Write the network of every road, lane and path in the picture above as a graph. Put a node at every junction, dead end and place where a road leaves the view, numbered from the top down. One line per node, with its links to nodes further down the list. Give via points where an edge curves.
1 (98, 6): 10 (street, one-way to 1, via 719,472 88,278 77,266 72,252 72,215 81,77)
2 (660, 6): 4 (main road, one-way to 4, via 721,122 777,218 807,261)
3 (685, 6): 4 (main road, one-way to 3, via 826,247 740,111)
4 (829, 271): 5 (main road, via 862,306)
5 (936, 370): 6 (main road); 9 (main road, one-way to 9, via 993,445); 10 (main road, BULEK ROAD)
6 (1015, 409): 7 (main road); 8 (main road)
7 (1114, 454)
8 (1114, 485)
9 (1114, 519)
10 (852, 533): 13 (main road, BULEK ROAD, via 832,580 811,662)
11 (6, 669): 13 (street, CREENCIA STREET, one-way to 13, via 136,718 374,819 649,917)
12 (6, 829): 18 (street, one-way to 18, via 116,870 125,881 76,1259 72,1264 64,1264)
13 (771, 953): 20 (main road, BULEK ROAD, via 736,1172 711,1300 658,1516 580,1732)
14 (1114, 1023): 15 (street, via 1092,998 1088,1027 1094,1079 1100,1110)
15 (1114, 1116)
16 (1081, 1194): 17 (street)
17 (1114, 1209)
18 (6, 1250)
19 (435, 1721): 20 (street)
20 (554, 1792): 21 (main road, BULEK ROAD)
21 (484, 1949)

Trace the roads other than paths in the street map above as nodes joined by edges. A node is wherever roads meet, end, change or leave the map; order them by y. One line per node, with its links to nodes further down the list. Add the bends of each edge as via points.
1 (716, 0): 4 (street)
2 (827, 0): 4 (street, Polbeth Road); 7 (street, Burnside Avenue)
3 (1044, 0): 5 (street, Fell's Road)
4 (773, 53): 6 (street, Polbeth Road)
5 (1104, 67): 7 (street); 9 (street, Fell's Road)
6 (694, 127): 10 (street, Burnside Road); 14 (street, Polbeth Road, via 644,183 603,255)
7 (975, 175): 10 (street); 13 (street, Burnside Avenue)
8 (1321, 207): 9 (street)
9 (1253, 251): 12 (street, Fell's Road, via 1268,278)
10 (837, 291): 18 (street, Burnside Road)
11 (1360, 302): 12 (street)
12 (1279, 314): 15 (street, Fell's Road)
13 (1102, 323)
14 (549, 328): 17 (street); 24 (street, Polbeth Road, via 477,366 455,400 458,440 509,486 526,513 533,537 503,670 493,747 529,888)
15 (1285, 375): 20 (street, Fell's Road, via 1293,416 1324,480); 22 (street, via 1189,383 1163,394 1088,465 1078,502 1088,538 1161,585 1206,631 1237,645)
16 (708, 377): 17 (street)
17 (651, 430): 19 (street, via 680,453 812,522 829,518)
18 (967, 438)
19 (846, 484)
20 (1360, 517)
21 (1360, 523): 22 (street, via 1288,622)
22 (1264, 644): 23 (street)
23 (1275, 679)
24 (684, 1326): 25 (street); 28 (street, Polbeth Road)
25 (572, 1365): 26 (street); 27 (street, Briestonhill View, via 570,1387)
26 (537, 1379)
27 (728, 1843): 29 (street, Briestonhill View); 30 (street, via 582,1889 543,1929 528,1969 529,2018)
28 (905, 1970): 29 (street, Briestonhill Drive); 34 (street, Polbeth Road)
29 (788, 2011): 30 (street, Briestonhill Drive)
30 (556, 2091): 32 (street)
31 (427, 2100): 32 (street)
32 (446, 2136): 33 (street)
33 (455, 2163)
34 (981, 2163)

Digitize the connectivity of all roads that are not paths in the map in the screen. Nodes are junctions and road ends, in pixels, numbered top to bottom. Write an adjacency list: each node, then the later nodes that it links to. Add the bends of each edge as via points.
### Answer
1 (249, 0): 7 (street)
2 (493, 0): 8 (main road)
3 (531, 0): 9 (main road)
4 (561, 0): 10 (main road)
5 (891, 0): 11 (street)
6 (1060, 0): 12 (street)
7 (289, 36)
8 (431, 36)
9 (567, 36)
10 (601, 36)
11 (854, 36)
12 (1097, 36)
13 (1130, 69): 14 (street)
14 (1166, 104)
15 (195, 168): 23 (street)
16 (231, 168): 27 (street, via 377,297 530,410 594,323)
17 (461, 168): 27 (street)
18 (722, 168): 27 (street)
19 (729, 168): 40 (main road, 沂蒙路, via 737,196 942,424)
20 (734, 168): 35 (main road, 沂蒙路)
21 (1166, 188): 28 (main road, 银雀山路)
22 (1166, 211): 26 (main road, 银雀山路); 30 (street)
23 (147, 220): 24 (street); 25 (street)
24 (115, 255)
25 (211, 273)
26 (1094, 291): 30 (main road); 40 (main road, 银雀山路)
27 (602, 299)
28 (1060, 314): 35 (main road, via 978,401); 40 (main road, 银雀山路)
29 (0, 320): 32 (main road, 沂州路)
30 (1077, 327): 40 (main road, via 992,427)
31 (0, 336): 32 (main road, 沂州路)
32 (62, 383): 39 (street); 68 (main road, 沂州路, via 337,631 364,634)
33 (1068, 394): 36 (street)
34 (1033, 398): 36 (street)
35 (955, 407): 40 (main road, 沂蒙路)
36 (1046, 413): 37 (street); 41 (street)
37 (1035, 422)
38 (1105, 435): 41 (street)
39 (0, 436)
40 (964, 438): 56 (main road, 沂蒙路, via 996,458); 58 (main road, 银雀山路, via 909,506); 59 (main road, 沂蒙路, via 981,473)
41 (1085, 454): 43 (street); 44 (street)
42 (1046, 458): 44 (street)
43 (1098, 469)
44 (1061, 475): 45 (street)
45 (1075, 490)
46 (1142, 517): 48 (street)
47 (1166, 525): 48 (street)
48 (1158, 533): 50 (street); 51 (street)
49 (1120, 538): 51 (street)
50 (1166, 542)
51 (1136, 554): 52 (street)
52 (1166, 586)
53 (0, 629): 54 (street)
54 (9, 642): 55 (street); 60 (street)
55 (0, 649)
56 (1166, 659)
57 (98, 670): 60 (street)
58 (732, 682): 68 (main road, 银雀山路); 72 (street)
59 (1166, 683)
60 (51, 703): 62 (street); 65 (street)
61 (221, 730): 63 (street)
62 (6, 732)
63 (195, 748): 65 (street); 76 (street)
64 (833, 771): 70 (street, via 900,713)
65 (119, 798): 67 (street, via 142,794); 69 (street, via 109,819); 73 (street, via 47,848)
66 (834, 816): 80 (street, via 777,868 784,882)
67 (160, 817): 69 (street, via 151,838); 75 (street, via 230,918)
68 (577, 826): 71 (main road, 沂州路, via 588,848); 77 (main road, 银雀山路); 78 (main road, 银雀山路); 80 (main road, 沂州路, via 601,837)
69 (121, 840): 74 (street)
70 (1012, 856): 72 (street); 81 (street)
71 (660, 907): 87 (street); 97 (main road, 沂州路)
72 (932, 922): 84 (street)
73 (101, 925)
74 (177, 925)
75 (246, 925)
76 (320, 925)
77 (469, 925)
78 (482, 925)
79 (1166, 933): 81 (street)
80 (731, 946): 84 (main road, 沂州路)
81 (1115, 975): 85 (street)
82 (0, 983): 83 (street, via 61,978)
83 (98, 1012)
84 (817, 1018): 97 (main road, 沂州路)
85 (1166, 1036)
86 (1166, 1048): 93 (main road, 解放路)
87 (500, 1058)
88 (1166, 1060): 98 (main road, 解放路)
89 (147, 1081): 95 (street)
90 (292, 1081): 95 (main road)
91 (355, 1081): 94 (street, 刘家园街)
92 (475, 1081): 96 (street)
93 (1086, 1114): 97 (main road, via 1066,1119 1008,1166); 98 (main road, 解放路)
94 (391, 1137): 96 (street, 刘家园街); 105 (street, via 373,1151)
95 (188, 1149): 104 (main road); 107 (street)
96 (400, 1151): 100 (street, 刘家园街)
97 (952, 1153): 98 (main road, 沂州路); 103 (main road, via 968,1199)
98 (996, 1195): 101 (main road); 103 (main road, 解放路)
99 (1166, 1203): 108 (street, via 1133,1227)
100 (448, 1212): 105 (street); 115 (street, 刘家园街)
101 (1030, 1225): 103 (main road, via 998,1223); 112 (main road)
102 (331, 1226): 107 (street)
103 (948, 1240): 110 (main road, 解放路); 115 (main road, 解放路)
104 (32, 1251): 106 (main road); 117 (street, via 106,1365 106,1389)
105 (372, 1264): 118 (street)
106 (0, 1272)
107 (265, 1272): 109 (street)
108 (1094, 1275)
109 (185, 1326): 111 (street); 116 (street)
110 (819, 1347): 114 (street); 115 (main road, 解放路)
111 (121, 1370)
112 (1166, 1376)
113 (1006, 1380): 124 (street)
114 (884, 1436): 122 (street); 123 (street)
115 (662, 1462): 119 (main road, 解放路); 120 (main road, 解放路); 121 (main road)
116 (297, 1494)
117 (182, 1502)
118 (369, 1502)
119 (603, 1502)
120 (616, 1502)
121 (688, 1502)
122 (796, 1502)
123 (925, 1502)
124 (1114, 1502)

> **What to produce**
Check each line in the listing above for the string "links", then report how many lines contain it, with no other text.

> **Reply**
3